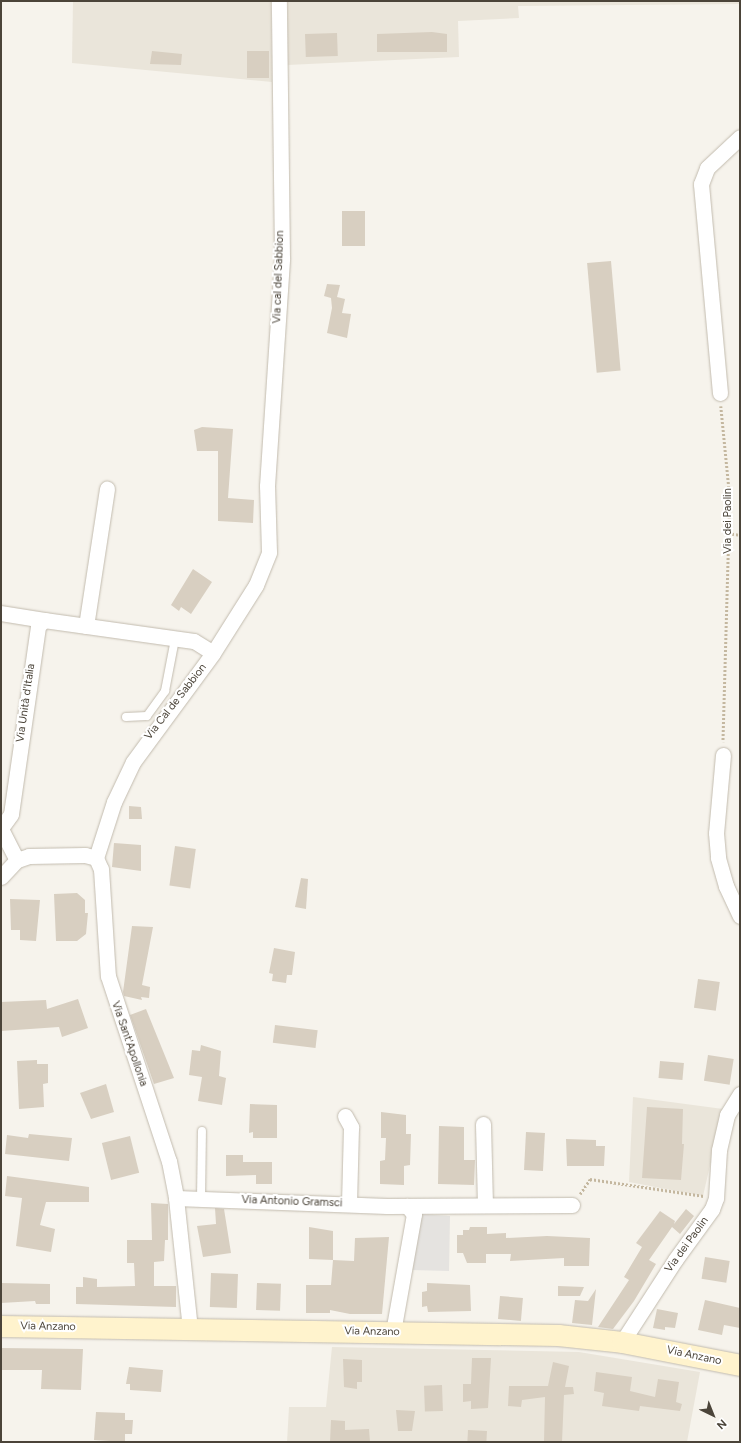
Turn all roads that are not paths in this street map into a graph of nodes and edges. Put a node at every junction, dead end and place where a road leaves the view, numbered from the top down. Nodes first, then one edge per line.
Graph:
1 (279, 1) edge
2 (740, 137) edge
3 (720, 393) road end
4 (107, 489) dead end
5 (269, 552) joint
6 (1, 613) edge
7 (44, 620) junction
8 (86, 626) junction
9 (175, 639) junction
10 (213, 653) junction
11 (126, 717) dead end
12 (723, 755) road end
13 (1, 829) edge
14 (96, 858) junction
15 (17, 860) junction
16 (1, 876) edge
17 (740, 916) edge
18 (740, 1094) edge
19 (345, 1116) dead end
20 (483, 1124) dead end
21 (202, 1131) dead end
22 (176, 1198) junction
23 (201, 1199) junction
24 (349, 1204) junction
25 (485, 1205) junction
26 (572, 1205) road end
27 (407, 1206) junction
28 (1, 1326) edge
29 (190, 1329) junction
30 (393, 1332) junction
31 (622, 1342) junction
32 (740, 1365) edge

1 - 5 street, Via cal del Sabbion
2 - 3 street
4 - 8 street
5 - 10 street, Via Cal de Sabbion
6 - 7 street
7 - 8 street
7 - 13 street, Via Unità d'Italia
8 - 9 street
9 - 10 street
9 - 11 lane
10 - 14 street, Via Cal de Sabbion
12 - 17 street
13 - 15 street
14 - 15 street
14 - 22 street, Via Sant'Apollonia
15 - 16 street
18 - 31 street, Via dei Paolin
19 - 24 street
20 - 25 street
21 - 23 lane
22 - 23 street, Via Antonio Gramsci
22 - 29 street, Via Sant'Apollonia
23 - 24 street, Via Antonio Gramsci
24 - 27 street, Via Antonio Gramsci
25 - 26 street, Via Antonio Gramsci
25 - 27 street, Via Antonio Gramsci
27 - 30 street
28 - 29 main road, Via Anzano
29 - 30 main road, Via Anzano
30 - 31 main road, Via Anzano
31 - 32 main road, Via Anzano

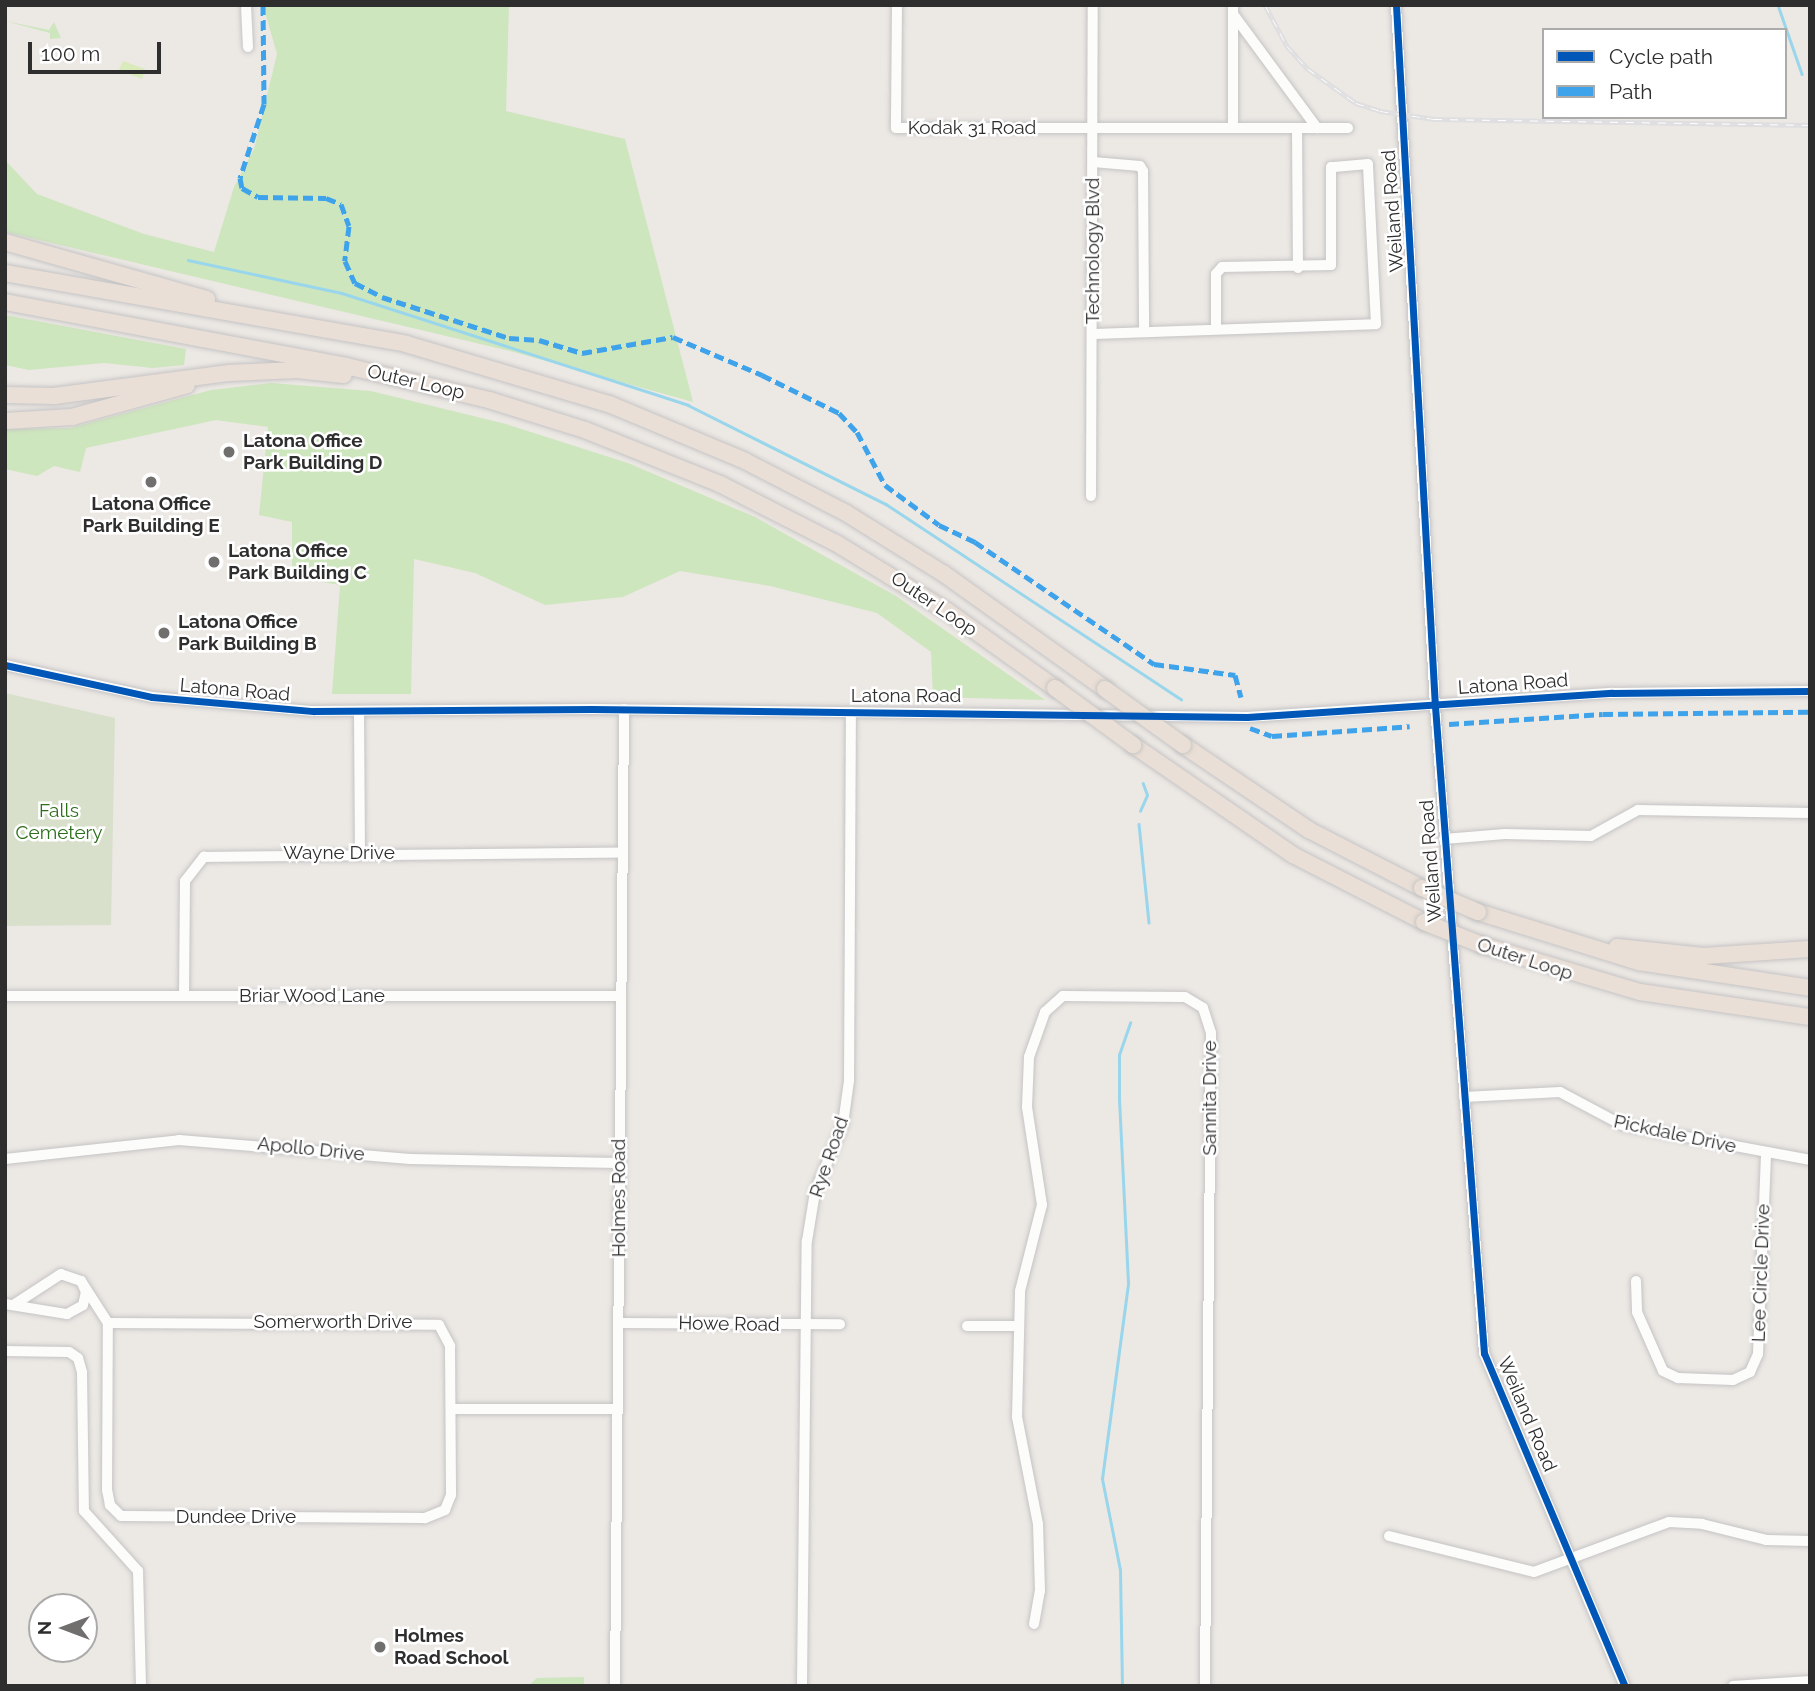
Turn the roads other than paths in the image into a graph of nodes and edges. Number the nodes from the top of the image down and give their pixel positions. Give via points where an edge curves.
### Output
1 (246, 5) edge
2 (897, 5) edge
3 (1093, 5) edge
4 (1396, 5) edge
5 (1233, 10) edge
6 (248, 47) dead end
7 (1093, 128) junction
8 (1233, 128) junction
9 (1297, 128) junction
10 (1317, 128) junction
11 (1348, 128) dead end
12 (1093, 162) junction
13 (5, 242) edge
14 (1298, 268) junction
15 (5, 273) edge
16 (5, 302) edge
17 (311, 327) junction
18 (1216, 330) junction
19 (1144, 332) junction
20 (1092, 334) junction
21 (260, 371) junction
22 (5, 395) edge
23 (489, 400) junction
24 (5, 421) edge
25 (1091, 496) dead end
26 (5, 665) edge
27 (1810, 691) edge
28 (1435, 706) junction
29 (624, 709) junction
30 (359, 712) junction
31 (851, 712) junction
32 (1810, 813) edge
33 (1444, 839) junction
34 (360, 853) junction
35 (620, 853) junction
36 (1560, 941) junction
37 (1810, 949) edge
38 (1810, 988) edge
39 (5, 996) edge
40 (184, 996) junction
41 (619, 996) junction
42 (1810, 1017) edge
43 (1464, 1097) junction
44 (1766, 1153) junction
45 (5, 1159) edge
46 (1810, 1160) edge
47 (619, 1163) junction
48 (81, 1281) junction
49 (1636, 1281) dead end
50 (10, 1304) edge
51 (108, 1323) junction
52 (618, 1323) junction
53 (840, 1324) dead end
54 (806, 1325) junction
55 (967, 1326) dead end
56 (1018, 1326) junction
57 (5, 1351) edge
58 (450, 1409) junction
59 (617, 1409) junction
60 (1389, 1536) dead end
61 (1810, 1541) edge
62 (1572, 1561) junction
63 (1034, 1624) dead end
64 (1808, 1683) edge
65 (141, 1686) edge
66 (615, 1686) edge
67 (802, 1686) edge
68 (1205, 1686) edge
69 (1625, 1686) edge
70 (1733, 1686) edge

1 - 6 street
2 - 7 street, Kodak 31 Road via 896,128
3 - 7 street, Technology Blvd
4 - 28 street, Weiland Road
5 - 8 street
5 - 10 street
7 - 8 street, Kodak 31 Road
7 - 12 street, Technology Blvd
8 - 9 street, Kodak 31 Road
9 - 10 street, Kodak 31 Road
9 - 14 street
10 - 11 street, Kodak 31 Road
12 - 19 street via 1140,166 1143,171
12 - 20 street, Technology Blvd
13 - 17 highway
14 - 18 street via 1219,269
14 - 18 street via 1331,265 1331,167 1368,164 1376,324
15 - 17 highway, Outer Loop
16 - 23 highway, Outer Loop via 346,366
17 - 36 highway, Outer Loop, bridge via 414,346 533,378 640,415 731,454 902,547 1308,830 1422,888
18 - 19 street
19 - 20 street
20 - 25 street, Technology Blvd
21 - 22 highway via 54,396
21 - 23 highway via 324,372
21 - 24 highway via 72,417
23 - 42 highway, Outer Loop, bridge via 661,458 779,512 920,593 1279,846 1424,922 1482,946 1648,994
26 - 30 street, Latona Road via 184,702
27 - 28 street, Latona Road via 1677,690
28 - 31 street, Latona Road via 1254,717
28 - 33 street, Weiland Road
29 - 30 street, Latona Road
29 - 31 street, Latona Road
29 - 35 street, Holmes Road
30 - 34 street
31 - 54 street, Rye Road via 849,1081 843,1124 810,1216
32 - 33 street via 1638,810 1591,836 1505,834
33 - 43 street, Weiland Road
34 - 35 street, Wayne Drive
34 - 40 street, Wayne Drive via 227,853 197,863 185,881
35 - 41 street, Holmes Road
36 - 37 highway via 1696,956
36 - 38 highway, Outer Loop via 1687,971
39 - 40 street, Briar Wood Lane
40 - 41 street, Briar Wood Lane
41 - 47 street, Holmes Road
43 - 44 street, Pickdale Drive via 1560,1092 1622,1125
43 - 62 street, Weiland Road via 1484,1353
44 - 46 street, Pickdale Drive
44 - 49 street, Lee Circle Drive via 1758,1354 1750,1372 1733,1380 1678,1378 1663,1371 1637,1312
45 - 47 street, Apollo Drive via 116,1144 201,1140 410,1159
47 - 52 street, Holmes Road
48 - 50 street via 61,1274
48 - 50 street via 86,1299 75,1312
48 - 51 street
51 - 58 street, Somerworth Drive via 432,1322 449,1337
51 - 58 street, Dundee Drive via 107,1490 110,1505 121,1516 433,1517 445,1510 451,1495
52 - 54 street, Howe Road
52 - 59 street, Holmes Road
53 - 54 street, Howe Road
54 - 67 street, Rye Road
55 - 56 street
56 - 63 street, Sannita Drive via 1018,1435 1040,1555
56 - 68 street, Sannita Drive via 1023,1278 1041,1218 1041,1178 1026,1091 1028,1058 1045,1012 1057,999 1072,995 1192,999 1207,1014 1211,1033
57 - 65 street via 69,1352 78,1358 84,1511 138,1571
58 - 59 street
59 - 66 street, Holmes Road
60 - 62 street via 1522,1572
61 - 62 street via 1766,1541 1702,1524 1670,1522
62 - 69 street, Weiland Road
64 - 70 street

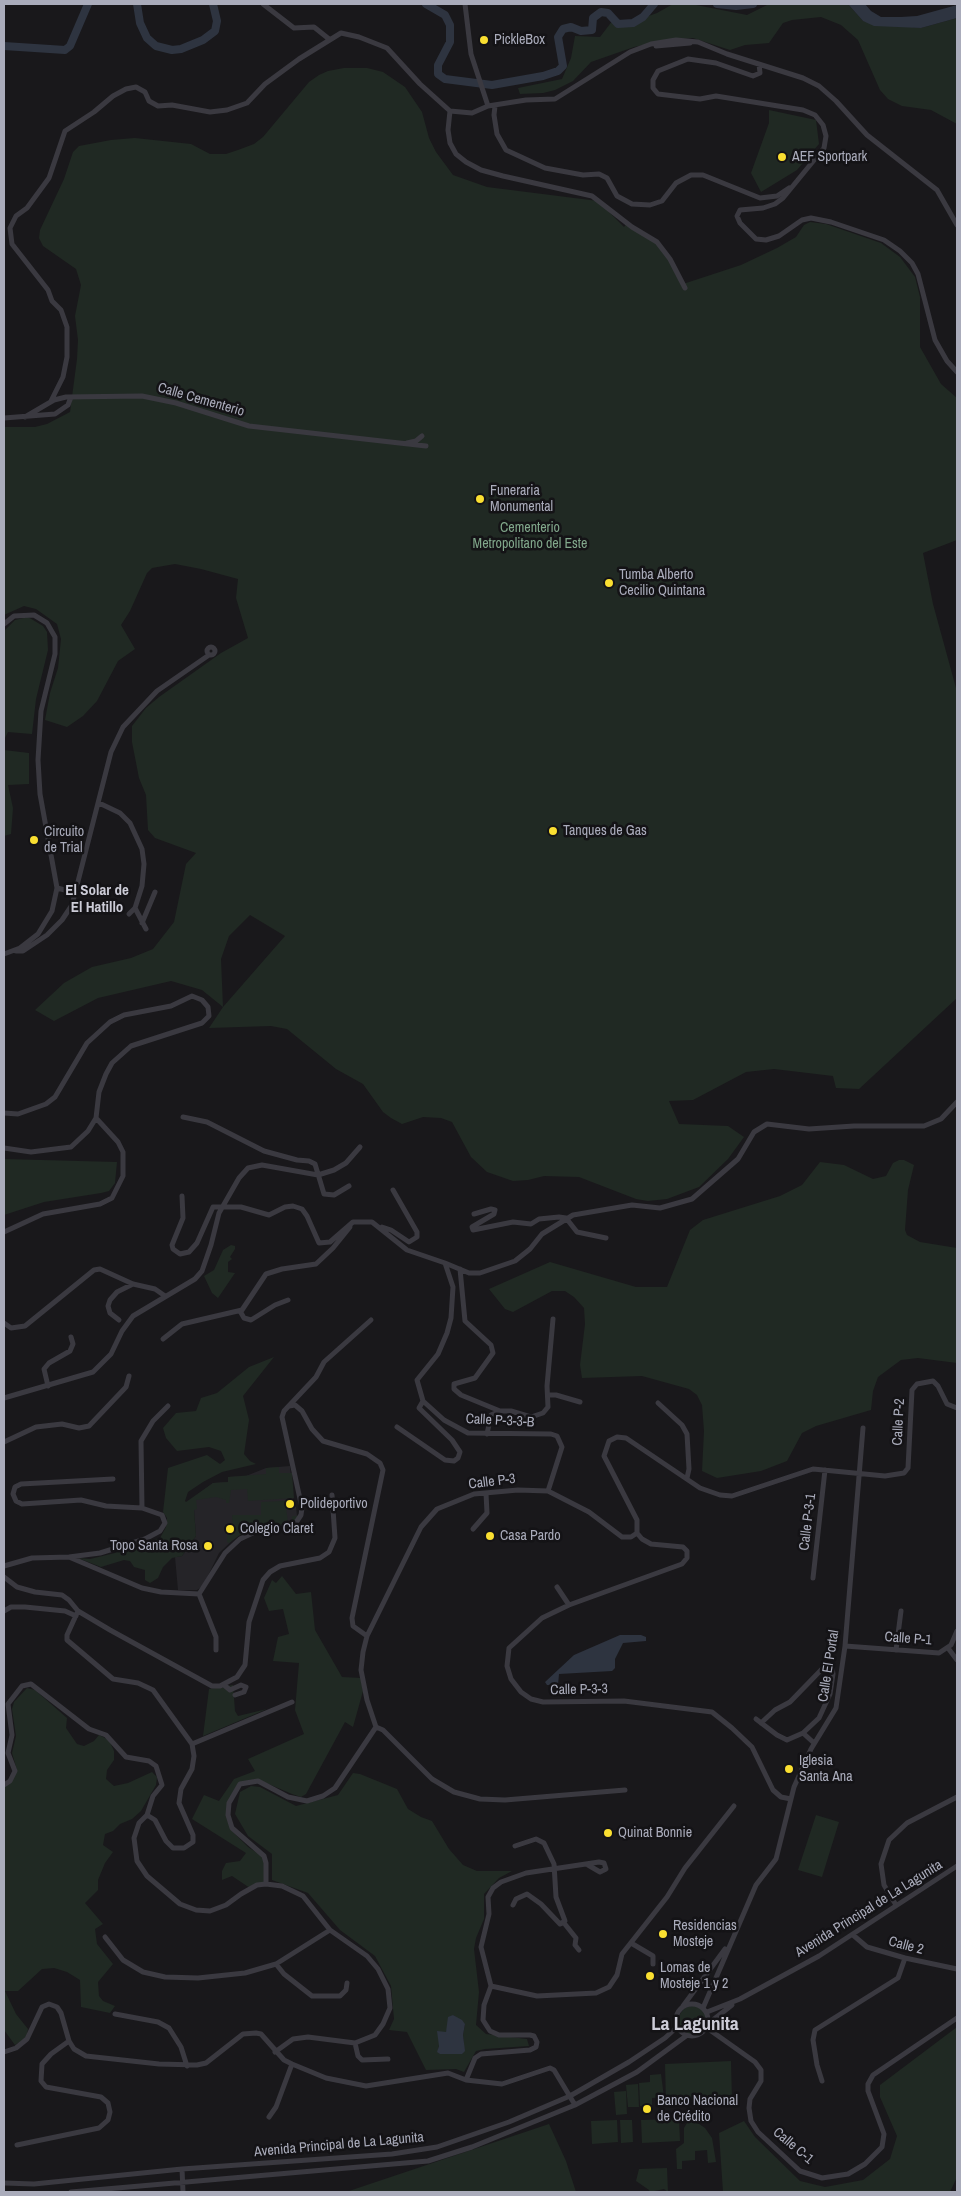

..............................

#### [Task prompt]
Whenever "Gramsci" shows up in a line of the listing, copy that whole line.

#### [Exercise output]
22 - 23 street, Via Antonio Gramsci
23 - 24 street, Via Antonio Gramsci
24 - 27 street, Via Antonio Gramsci
25 - 26 street, Via Antonio Gramsci
25 - 27 street, Via Antonio Gramsci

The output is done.